I saw this represented in Yellow Towel through sound, voice and movement.
Semiotic ruptures.
At moments you switched between a southern African-American accent and a maternal Caribbean accent of a TV cooking host. In linguistic terms this touches upon the historicity of ‘code switching’, which is a practice of alternating between two or more languages in a single conversation. In the sixteenth century, code-switching was used by slaves, particularly in the Caribbean, to communicate and often held hidden messages about possibilities for freedom. In current times, code-switching functions as a survival skill. Language becomes a medium of expression, an insertion of subjectivity, of creativity and communication, by which the lives of those made difficult are suddenly made radical with a warping of a word.
Words are worlds.
Words are also movements, acts and platforms for revelation.
When words follow stream-of-consciousness, there is a bodily reverberation.

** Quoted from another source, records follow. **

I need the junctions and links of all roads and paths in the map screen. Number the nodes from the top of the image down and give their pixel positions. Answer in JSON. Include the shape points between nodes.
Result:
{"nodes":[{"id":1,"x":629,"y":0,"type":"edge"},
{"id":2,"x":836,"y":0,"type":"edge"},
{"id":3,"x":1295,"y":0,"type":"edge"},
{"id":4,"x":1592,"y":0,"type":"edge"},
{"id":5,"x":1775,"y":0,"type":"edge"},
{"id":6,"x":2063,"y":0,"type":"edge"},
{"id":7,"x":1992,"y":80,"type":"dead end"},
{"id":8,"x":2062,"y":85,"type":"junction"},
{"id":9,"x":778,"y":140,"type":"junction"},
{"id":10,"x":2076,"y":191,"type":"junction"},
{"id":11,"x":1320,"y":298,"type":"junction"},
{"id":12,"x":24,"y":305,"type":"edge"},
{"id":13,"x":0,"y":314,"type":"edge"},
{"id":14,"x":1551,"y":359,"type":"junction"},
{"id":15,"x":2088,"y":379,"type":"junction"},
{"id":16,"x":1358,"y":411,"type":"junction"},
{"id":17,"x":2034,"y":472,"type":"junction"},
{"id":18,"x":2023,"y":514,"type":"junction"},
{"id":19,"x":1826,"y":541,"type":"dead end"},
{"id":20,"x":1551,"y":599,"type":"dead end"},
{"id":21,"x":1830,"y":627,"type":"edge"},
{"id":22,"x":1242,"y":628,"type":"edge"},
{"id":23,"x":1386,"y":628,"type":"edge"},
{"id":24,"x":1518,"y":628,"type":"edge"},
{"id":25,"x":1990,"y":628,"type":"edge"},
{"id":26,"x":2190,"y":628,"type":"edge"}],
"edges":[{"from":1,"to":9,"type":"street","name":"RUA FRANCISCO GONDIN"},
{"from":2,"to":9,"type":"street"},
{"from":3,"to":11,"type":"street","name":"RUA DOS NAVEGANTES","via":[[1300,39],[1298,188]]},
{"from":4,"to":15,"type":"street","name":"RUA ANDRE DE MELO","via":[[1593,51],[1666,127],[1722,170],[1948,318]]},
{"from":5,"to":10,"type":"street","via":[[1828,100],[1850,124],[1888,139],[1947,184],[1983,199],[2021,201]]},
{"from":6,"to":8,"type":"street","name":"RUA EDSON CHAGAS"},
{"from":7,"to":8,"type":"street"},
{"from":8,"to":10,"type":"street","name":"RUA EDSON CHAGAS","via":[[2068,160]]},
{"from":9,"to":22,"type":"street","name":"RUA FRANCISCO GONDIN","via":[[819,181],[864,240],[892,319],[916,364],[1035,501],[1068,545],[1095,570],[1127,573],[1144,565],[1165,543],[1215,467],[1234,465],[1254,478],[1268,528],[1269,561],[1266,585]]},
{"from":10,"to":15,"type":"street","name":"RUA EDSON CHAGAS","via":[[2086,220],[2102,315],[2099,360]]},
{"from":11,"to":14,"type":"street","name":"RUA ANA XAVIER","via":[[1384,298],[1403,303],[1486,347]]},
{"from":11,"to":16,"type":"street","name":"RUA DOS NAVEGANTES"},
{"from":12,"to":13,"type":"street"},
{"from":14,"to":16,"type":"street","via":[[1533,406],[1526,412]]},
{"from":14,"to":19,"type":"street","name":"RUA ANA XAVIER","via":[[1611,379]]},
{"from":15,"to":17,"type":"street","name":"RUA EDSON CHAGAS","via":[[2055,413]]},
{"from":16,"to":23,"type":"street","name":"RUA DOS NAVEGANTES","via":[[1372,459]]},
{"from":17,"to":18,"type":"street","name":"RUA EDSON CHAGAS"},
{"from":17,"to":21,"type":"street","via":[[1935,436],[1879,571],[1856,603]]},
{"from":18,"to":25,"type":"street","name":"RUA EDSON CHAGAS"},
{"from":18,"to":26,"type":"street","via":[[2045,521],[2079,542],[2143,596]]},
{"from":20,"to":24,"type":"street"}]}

Sentences lead to other sentences, other accents, other acts, other modes of being and to other corners of the room – which thus become connected, represented and recognized. Such a profusion of movement and representation raises questions of what is normal? What are the margins of the normal? I think its important to question the normal, or at least the fact that there is a dominant ideology operating within our lives whether we view it as directly acting upon us, or not. There’s a Gramscian concept known as “cultural hegemony” which is basically an idea at the wings of Marxism that suggests that the ruling class manipulates society with an imposed world-view and, because this world-view becomes accepted, it remains the dominant, natural and inevitable ideology for everyone. Even though it’s only beneficial for the ruling class, this hegemony finds itself in all our lives, and we might readily know it as the “status quo”.
Finds, binds, designs (!)
Doesn’t this sound diabolical?
I can absolutely appreciate a good, inquisitive theory. Especially one that looks at modes of Being. These are the things we must be curious about – the things we must question. The questions often lead to a recognition of present dissatisfaction, and what follows might be rebellion.
I want to say that the rebellion in Yellow Towel is the exploration of the margins of the normal while also exploring why it is that what is not normal is pushed to the margins.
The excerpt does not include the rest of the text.